Do you have the nagging fear that your whole life is being documented by unseen cameras, or that the Internet people are coming to get you, or, perhaps, that you may pour a glass of water from the tap and send the world into ecological cataclysm? Well you may be a delusional crazy person! And not just any old delusional crazy person, but a modern one. Well, so sayeth the New York Times in a trend piece today about crazy people. These days you just might have "Truman Show delusion" (like the movie!) or "Internet delusion" or "Climate Change delusion." But what came first, the chicken or the crazy? Most psychiatrists seem to the think that, in the case of Truman Syndrome, the fear generated by reality television—that the people of the world has gone mad for documenting each other's mundane existences, invading privacy at any cost—is simply a new trope for people who were already paranoid and delusional to grab onto. There is an air of Fear of Persecution, a good ol' crazypants standby, in the idea that cameras are documenting your every move.

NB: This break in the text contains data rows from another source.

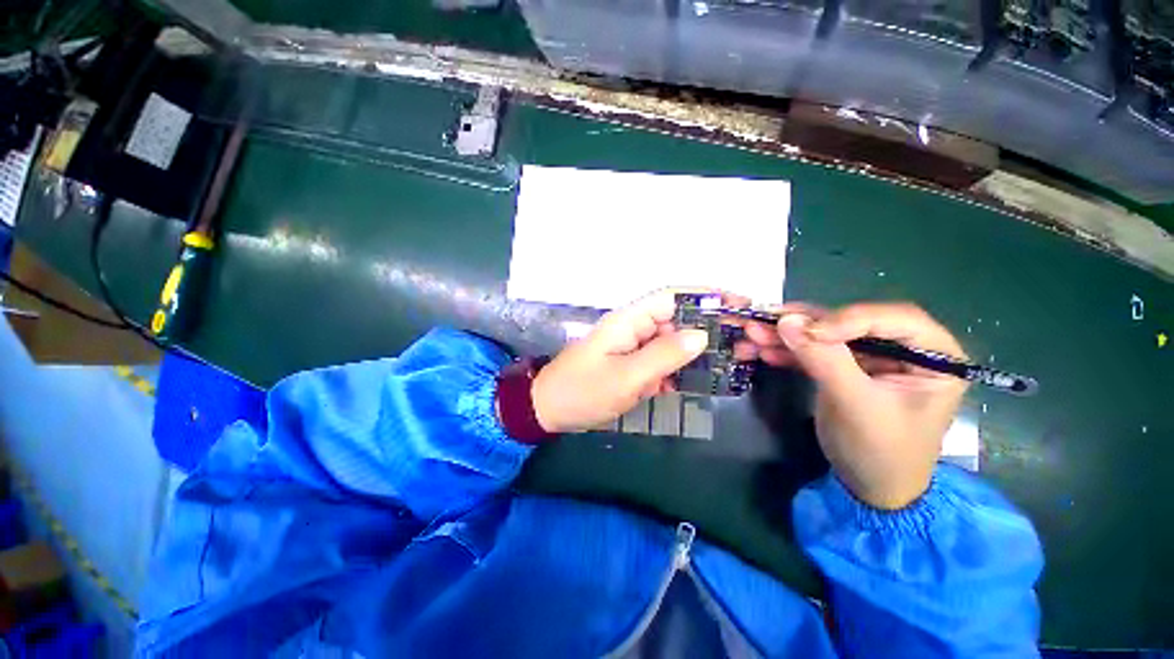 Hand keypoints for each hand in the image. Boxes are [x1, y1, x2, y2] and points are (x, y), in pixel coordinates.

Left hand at [532, 289, 746, 432]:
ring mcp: (633, 347)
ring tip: (731, 360)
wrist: (549, 409)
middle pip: (677, 318)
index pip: (672, 297)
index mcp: (629, 320)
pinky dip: (681, 368)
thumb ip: (663, 355)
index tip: (739, 304)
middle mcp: (634, 328)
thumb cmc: (582, 391)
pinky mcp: (632, 365)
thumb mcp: (625, 376)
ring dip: (699, 350)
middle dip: (710, 326)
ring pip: (673, 341)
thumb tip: (701, 335)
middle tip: (744, 340)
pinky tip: (700, 379)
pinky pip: (663, 361)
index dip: (706, 296)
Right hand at [739, 302, 968, 509]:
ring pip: (825, 335)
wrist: (869, 489)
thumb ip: (824, 360)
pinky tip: (761, 351)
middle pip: (849, 322)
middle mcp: (903, 349)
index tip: (805, 331)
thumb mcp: (856, 405)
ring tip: (750, 335)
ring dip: (785, 336)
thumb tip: (786, 320)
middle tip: (762, 322)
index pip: (892, 318)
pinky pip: (813, 351)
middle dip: (802, 325)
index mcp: (933, 355)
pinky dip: (786, 351)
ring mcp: (870, 359)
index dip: (847, 318)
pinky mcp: (844, 369)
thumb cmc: (881, 452) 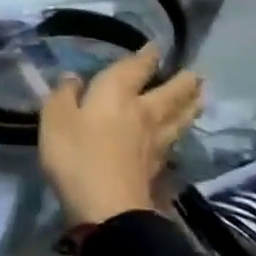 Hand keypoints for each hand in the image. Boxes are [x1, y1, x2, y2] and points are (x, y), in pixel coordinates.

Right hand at [39, 46, 203, 225]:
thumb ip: (64, 94)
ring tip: (199, 96)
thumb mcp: (55, 118)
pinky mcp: (159, 167)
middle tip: (195, 73)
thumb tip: (74, 77)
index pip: (137, 67)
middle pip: (171, 92)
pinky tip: (180, 133)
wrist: (108, 209)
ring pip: (180, 116)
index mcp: (117, 93)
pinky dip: (181, 130)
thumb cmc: (76, 155)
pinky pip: (175, 139)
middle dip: (183, 80)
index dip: (147, 55)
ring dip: (191, 104)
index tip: (157, 46)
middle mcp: (143, 112)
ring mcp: (156, 141) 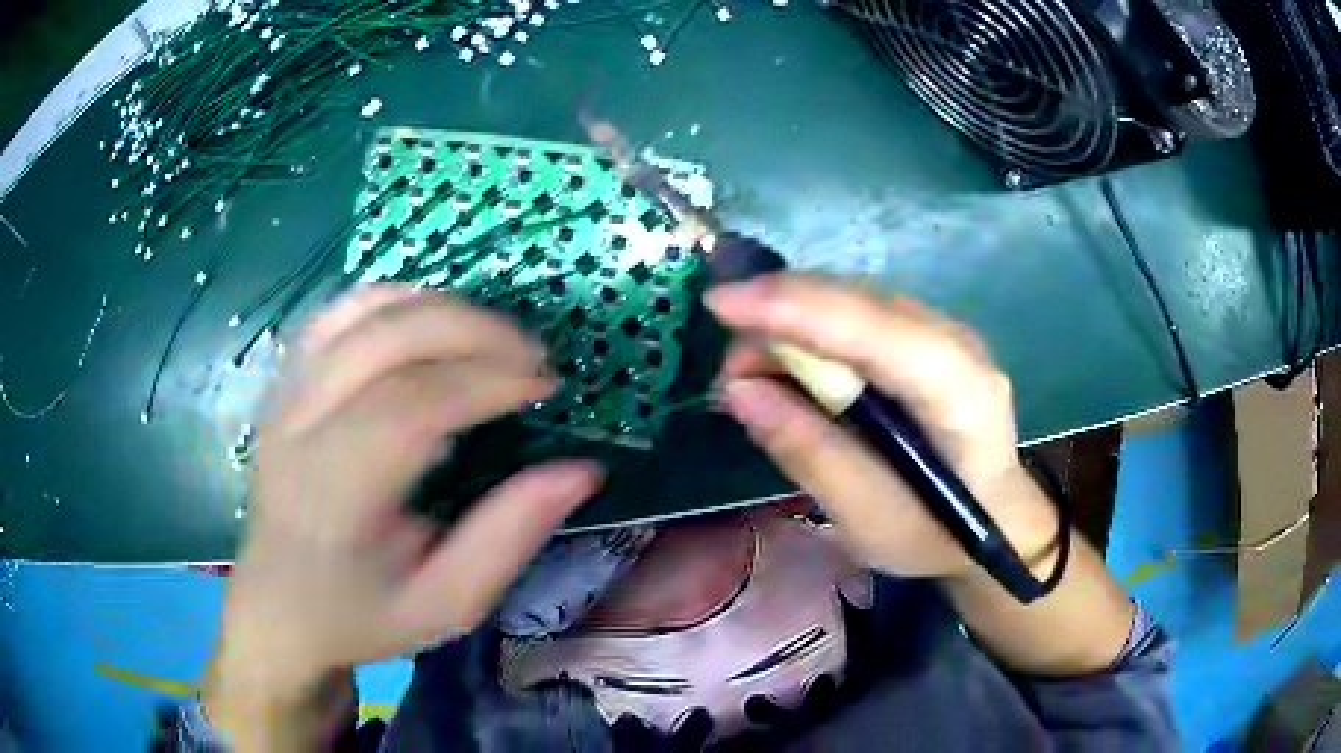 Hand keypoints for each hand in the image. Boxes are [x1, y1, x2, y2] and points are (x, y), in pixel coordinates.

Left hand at [207, 286, 602, 727]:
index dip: (487, 380)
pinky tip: (433, 320)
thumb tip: (581, 469)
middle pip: (386, 340)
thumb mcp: (448, 604)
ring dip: (440, 307)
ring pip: (363, 311)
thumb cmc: (363, 615)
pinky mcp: (285, 381)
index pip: (410, 405)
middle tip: (533, 356)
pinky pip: (339, 312)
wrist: (280, 607)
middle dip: (474, 331)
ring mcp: (284, 394)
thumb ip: (510, 538)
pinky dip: (396, 300)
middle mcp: (298, 429)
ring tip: (493, 337)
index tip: (546, 386)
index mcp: (333, 496)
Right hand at [708, 273, 1056, 578]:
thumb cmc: (935, 534)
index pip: (875, 330)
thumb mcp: (866, 517)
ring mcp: (944, 331)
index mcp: (959, 391)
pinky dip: (811, 330)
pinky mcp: (926, 335)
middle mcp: (956, 342)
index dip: (795, 310)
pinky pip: (857, 314)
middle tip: (730, 372)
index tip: (719, 306)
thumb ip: (808, 451)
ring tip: (752, 375)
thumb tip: (740, 390)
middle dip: (779, 317)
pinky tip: (788, 366)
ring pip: (852, 298)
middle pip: (858, 302)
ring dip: (790, 322)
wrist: (995, 519) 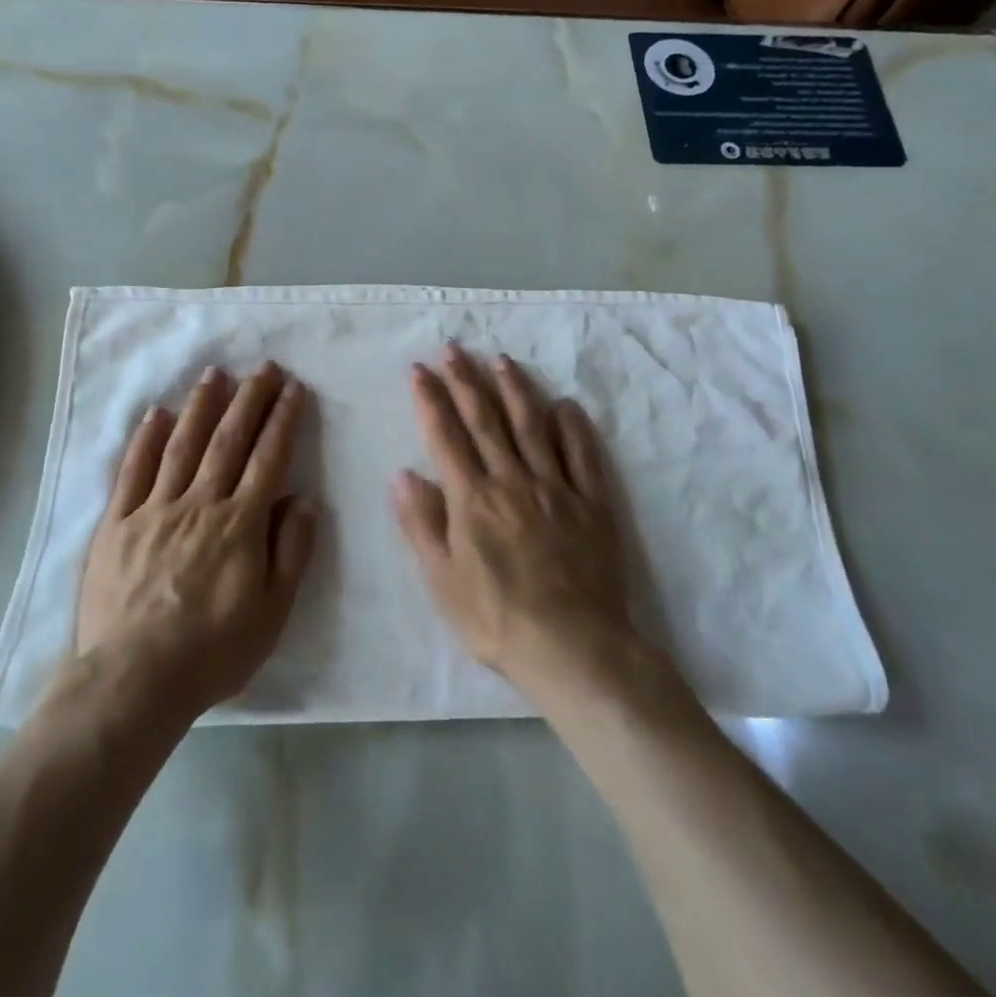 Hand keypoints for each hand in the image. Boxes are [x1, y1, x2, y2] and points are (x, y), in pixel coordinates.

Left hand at [75, 363, 316, 717]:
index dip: (283, 420)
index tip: (294, 389)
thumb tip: (304, 499)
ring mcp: (154, 509)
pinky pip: (133, 471)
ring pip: (182, 445)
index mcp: (240, 524)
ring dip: (201, 406)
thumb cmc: (213, 651)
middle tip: (264, 367)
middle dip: (249, 399)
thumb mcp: (272, 611)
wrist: (133, 680)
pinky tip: (156, 413)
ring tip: (215, 373)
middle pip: (228, 440)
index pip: (268, 458)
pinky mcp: (117, 523)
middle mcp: (199, 503)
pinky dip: (145, 439)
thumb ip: (291, 550)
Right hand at [393, 345, 630, 689]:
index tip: (419, 369)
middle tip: (454, 348)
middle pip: (487, 419)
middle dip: (466, 380)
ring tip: (502, 360)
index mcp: (472, 498)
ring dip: (515, 389)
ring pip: (533, 426)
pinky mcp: (592, 503)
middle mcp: (512, 480)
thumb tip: (403, 474)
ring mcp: (556, 488)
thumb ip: (421, 524)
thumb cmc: (496, 619)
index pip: (445, 436)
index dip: (430, 399)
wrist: (573, 647)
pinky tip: (565, 404)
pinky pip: (583, 454)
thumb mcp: (441, 580)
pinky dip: (573, 426) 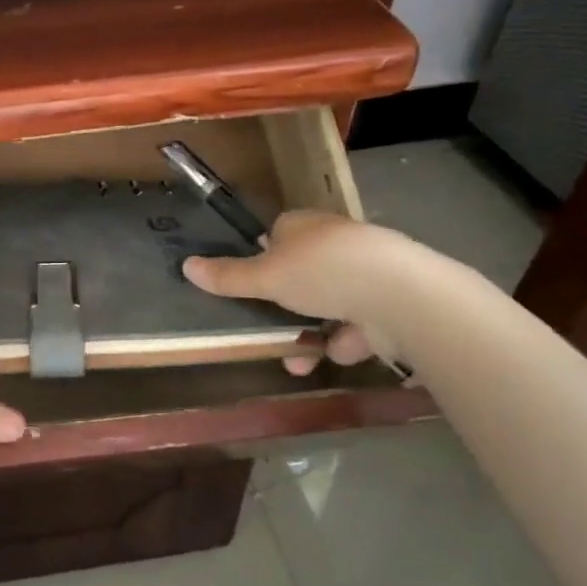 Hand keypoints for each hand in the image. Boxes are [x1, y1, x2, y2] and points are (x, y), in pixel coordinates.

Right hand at [182, 210, 406, 375]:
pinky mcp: (394, 301)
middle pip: (305, 270)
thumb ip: (228, 276)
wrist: (401, 296)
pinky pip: (362, 322)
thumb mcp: (265, 277)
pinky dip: (350, 339)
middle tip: (272, 328)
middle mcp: (338, 242)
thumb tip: (186, 266)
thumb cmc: (322, 273)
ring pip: (333, 301)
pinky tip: (341, 353)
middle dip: (288, 305)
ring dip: (316, 331)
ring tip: (302, 360)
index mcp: (306, 226)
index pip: (280, 231)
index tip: (256, 282)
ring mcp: (370, 271)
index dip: (266, 256)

It's a lie, it's sinister. Everything else is fake! No one is real but me! Lonely and desperate imaginings. It must be how Lauren Conrad's dog feels. So yes the fear was always there, it's just taken on new themes. A psychiatrist at NYU tells the paper:

Most likely these people would be delusional anyway. But the more radical view is that this pushes some people over the threshold; the environment tips them over the edge. And if culture can make people crazy, then we need to look at it.

Well, right. I mean the Truman Show delusion is pretty nuts, but not that nuts. Why must that fear be relegated solely to the realm of the psychotic? Is every be-halter topped young lady bellowing and sloshing her drink around, whoop!-ing at Off the Wagon as if she were on The Real World, some sort of mental invalid? Well, maybe, but not necessarily crazy! If all behavior is learned from somewhere, it's certainly possible that our youngs are learning from reality television. They may be operating under some soft delusion that if they're not already there doing so, a camera crew could pop out and film them at any moment. And as for the other two, well... I just don't find it that irrational to be afraid of environmental catastrophe or the Internet. I mean, you could be some tinfoil hat-wearing nutterbutter who skulks around his apartment in a soiled bathrobe listening to Mozart at full-blast, occasionally darting his hands at the computer keyboard, conversing with another bathrobe-clad insane in Missoula. And that, yes, would be crazy. But the internet does open a strange side door into one's life that is easily crept through by some wicked people. It is perfectly rational to be aware of that slice-of-modern-life fact. And the environment? Well let's just say take your unborn great-grandchildren to New York City for a visit now. Because it's not going to be around when they're breathing and blinking and in the world if we continue on this Icarusian course. Or, you know, maybe I'm just crazy.